On 11/12/18 4:26 AM, Daniel P. Berrangé wrote:
On Fri, Nov 02, 2018 at 04:34:02PM -0600, Jim Fehlig wrote:
A dry run can be used as a best-effort check that a migration command will succeed. The destination host will be checked to see if it can accommodate the resources required by the domain. DRY_RUN will fail if the destination host is not capable of running the domain. Although a subsequent migration will likely succeed, the success of DRY_RUN does not ensure a future migration will succeed. Resources on the destination host could become unavailable between a DRY_RUN and actual migration.
I'm not really convinced this is a particularly useful concept, as it is only going to catch a very small number of the reasons why migration can fail. So you still have to expect the real migration invokation to have a strong chance of failing.
I agree it is difficult to reliably check that a migration will succeed. TBH, I was expecting opposition due to libvirt already providing info for applications to do the check themselves. E.g. as nova has done with check_can_live_migrate_{source,destination} APIs. Do you think libvirt provides enough information for an app to determine if a VM can be migrated between two hosts? Or maybe better asked: What info is currently missing for an app to reliably check if a VM can be migrated between two hosts?
Signed-off-by: Jim Fehlig <jfehlig@suse.com> ---
If it is agreed this is useful, my thought was to use the begin and prepare phases of migration to implement it. qemuMigrationDstPrepareAny() already does a lot of the heavy lifting wrt checking the host can accommodate the domain. Some of it, and the remaining migration phases, can be short-circuited in the case of dry run.
One interesting wrinkle I've observed is the check for cpu compatibility. AFAICT qemu is actually invoked on the dst, "filtered-features" of the cpu are requested via qmp, and results are checked against cpu in domain config.

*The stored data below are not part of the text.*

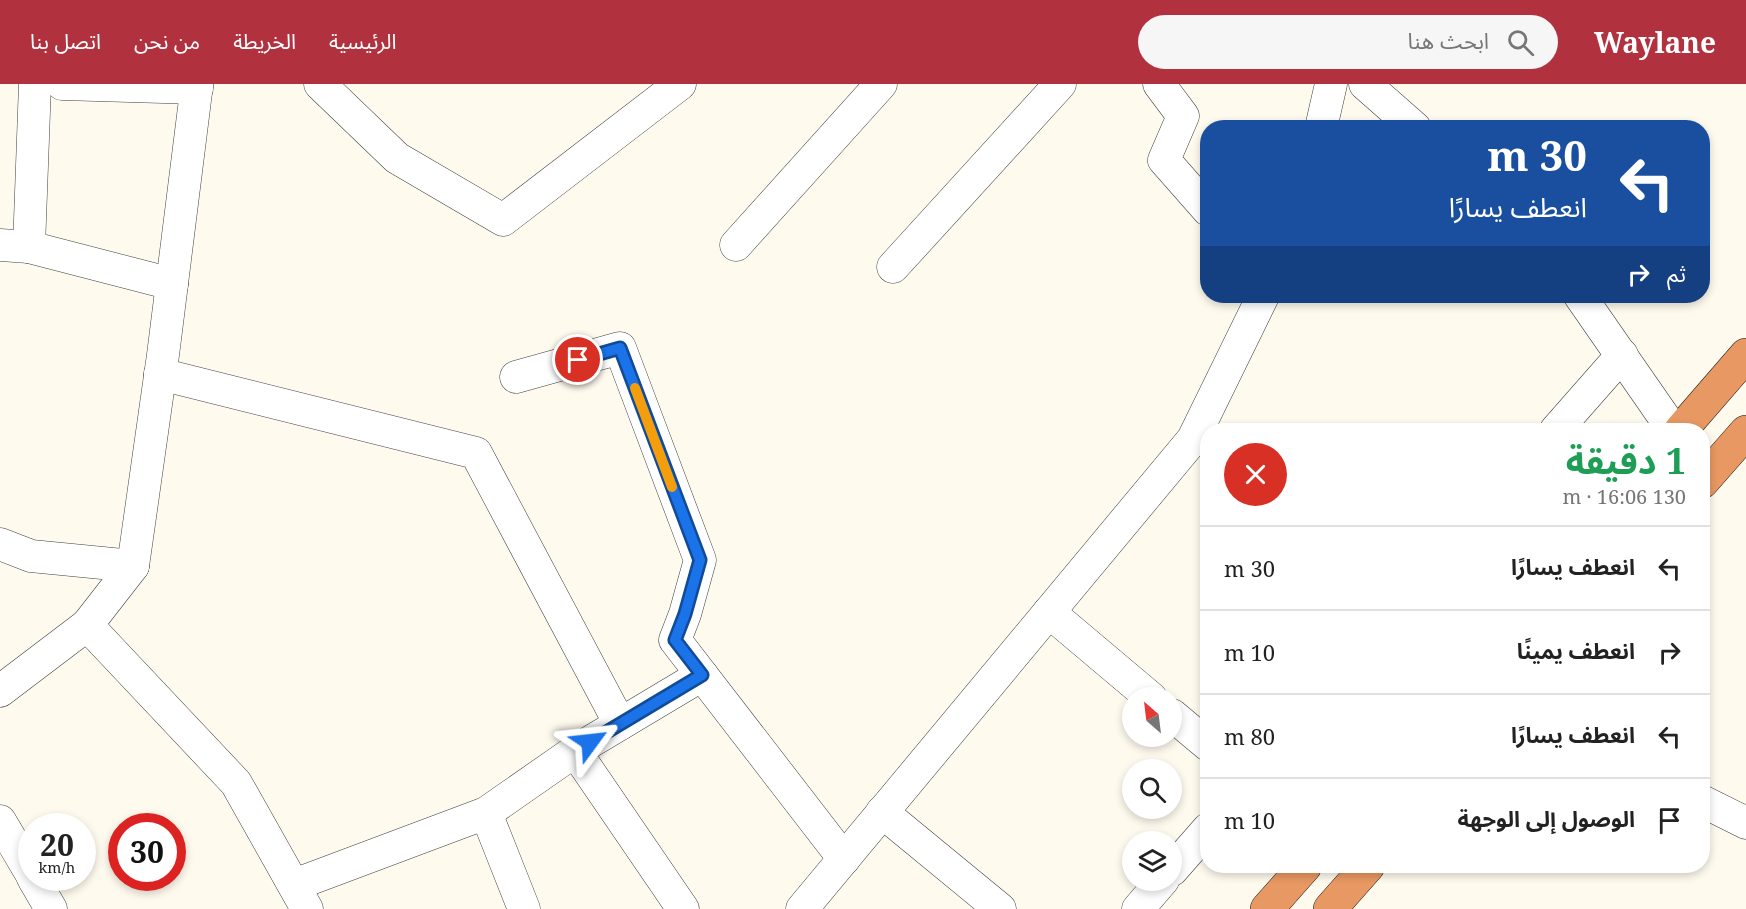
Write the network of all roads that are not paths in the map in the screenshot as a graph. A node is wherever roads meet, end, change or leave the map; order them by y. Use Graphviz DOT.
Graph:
graph roads {
  1 [pos="35,84"];
  2 [pos="62,84"];
  3 [pos="320,84"];
  4 [pos="680,84"];
  5 [pos="881,84"];
  6 [pos="1060,84"];
  7 [pos="1159,84"];
  8 [pos="1331,84"];
  9 [pos="1365,84"];
  10 [pos="197,86"];
  11 [pos="1323,120"];
  12 [pos="1406,120"];
  13 [pos="1200,201"];
  14 [pos="736,245"];
  15 [pos="14,246"];
  16 [pos="893,267"];
  17 [pos="172,284"];
  18 [pos="1260,303"];
  19 [pos="1585,303"];
  20 [pos="1622,355"];
  21 [pos="1746,355"];
  22 [pos="160,374"];
  23 [pos="516,377"];
  24 [pos="1201,423"];
  25 [pos="1563,423"];
  26 [pos="1669,423"];
  27 [pos="1687,423"];
  28 [pos="1200,425"];
  29 [pos="1746,432"];
  30 [pos="1710,473"];
  31 [pos="0,544"];
  32 [pos="133,566"];
  33 [pos="1049,612"];
  34 [pos="87,625"];
  35 [pos="702,675"];
  36 [pos="1138,687"];
  37 [pos="0,691"];
  38 [pos="1182,723"];
  39 [pos="620,724"];
  40 [pos="1200,738"];
  41 [pos="575,751"];
  42 [pos="1710,805"];
  43 [pos="882,812"];
  44 [pos="486,813"];
  45 [pos="0,821"];
  46 [pos="1746,823"];
  47 [pos="1200,838"];
  48 [pos="18,852"];
  49 [pos="844,859"];
  50 [pos="1182,859"];
  51 [pos="1299,873"];
  52 [pos="1358,873"];
  53 [pos="41,891"];
  54 [pos="1154,891"];
  55 [pos="301,897"];
  56 [pos="51,909"];
  57 [pos="524,909"];
  58 [pos="683,909"];
  59 [pos="802,909"];
  60 [pos="1000,909"];
  61 [pos="1138,909"];
  62 [pos="1267,909"];
  63 [pos="1330,909"];
  1 -- 15 [label="street"];
  2 -- 10 [label="street"];
  3 -- 4 [label="street"];
  5 -- 14 [label="street"];
  6 -- 16 [label="street"];
  7 -- 13 [label="street"];
  8 -- 11 [label="street"];
  9 -- 12 [label="street"];
  10 -- 17 [label="street"];
  15 -- 17 [label="street"];
  17 -- 22 [label="street"];
  18 -- 24 [label="street"];
  19 -- 20 [label="street"];
  20 -- 25 [label="street"];
  20 -- 26 [label="street"];
  21 -- 27 [label="highway"];
  22 -- 32 [label="street"];
  22 -- 39 [label="street"];
  23 -- 35 [label="street"];
  28 -- 33 [label="street"];
  29 -- 30 [label="highway"];
  31 -- 32 [label="street"];
  32 -- 34 [label="street"];
  33 -- 36 [label="street"];
  33 -- 43 [label="street"];
  34 -- 37 [label="street"];
  34 -- 55 [label="street"];
  35 -- 39 [label="street"];
  35 -- 49 [label="street"];
  38 -- 40 [label="street"];
  39 -- 41 [label="street"];
  41 -- 44 [label="street"];
  41 -- 58 [label="street"];
  42 -- 46 [label="street"];
  43 -- 49 [label="street"];
  43 -- 60 [label="street"];
  44 -- 55 [label="street"];
  44 -- 57 [label="street"];
  45 -- 48 [label="street"];
  47 -- 50 [label="street"];
  49 -- 59 [label="street"];
  51 -- 62 [label="highway"];
  52 -- 63 [label="highway"];
  53 -- 56 [label="street"];
  54 -- 61 [label="street"];
}
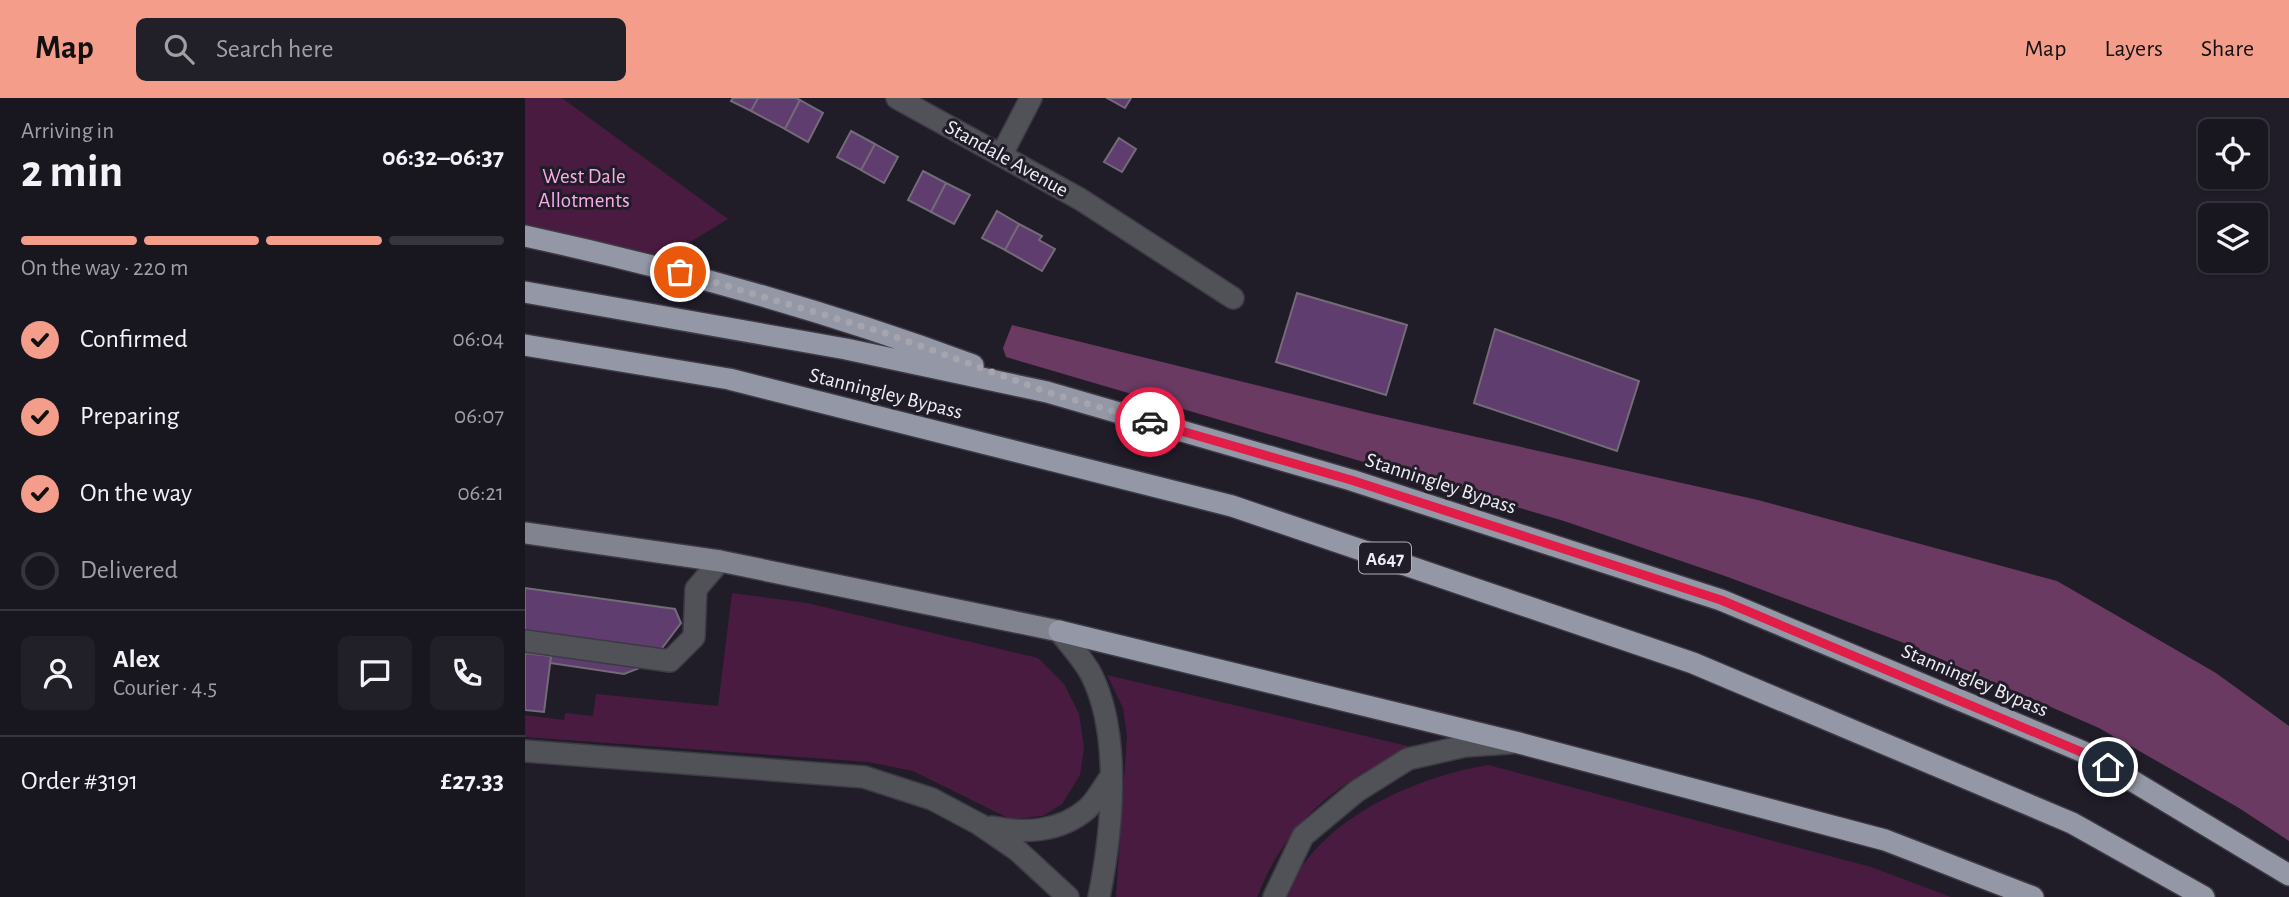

If cpu on dst is insufficient, migration fails in the prepare phase with something like "guest CPU doesn't match specification: missing features: z y z". I was hoping to avoid launching qemu in the case of dry run, but that may be unavoidable if we'd like a dependable dry run result.
Even launching QEMU isn't good enough - it has to actually process the migration data stream for devices to get a good indication of success, at which point you're basically doing a real migration.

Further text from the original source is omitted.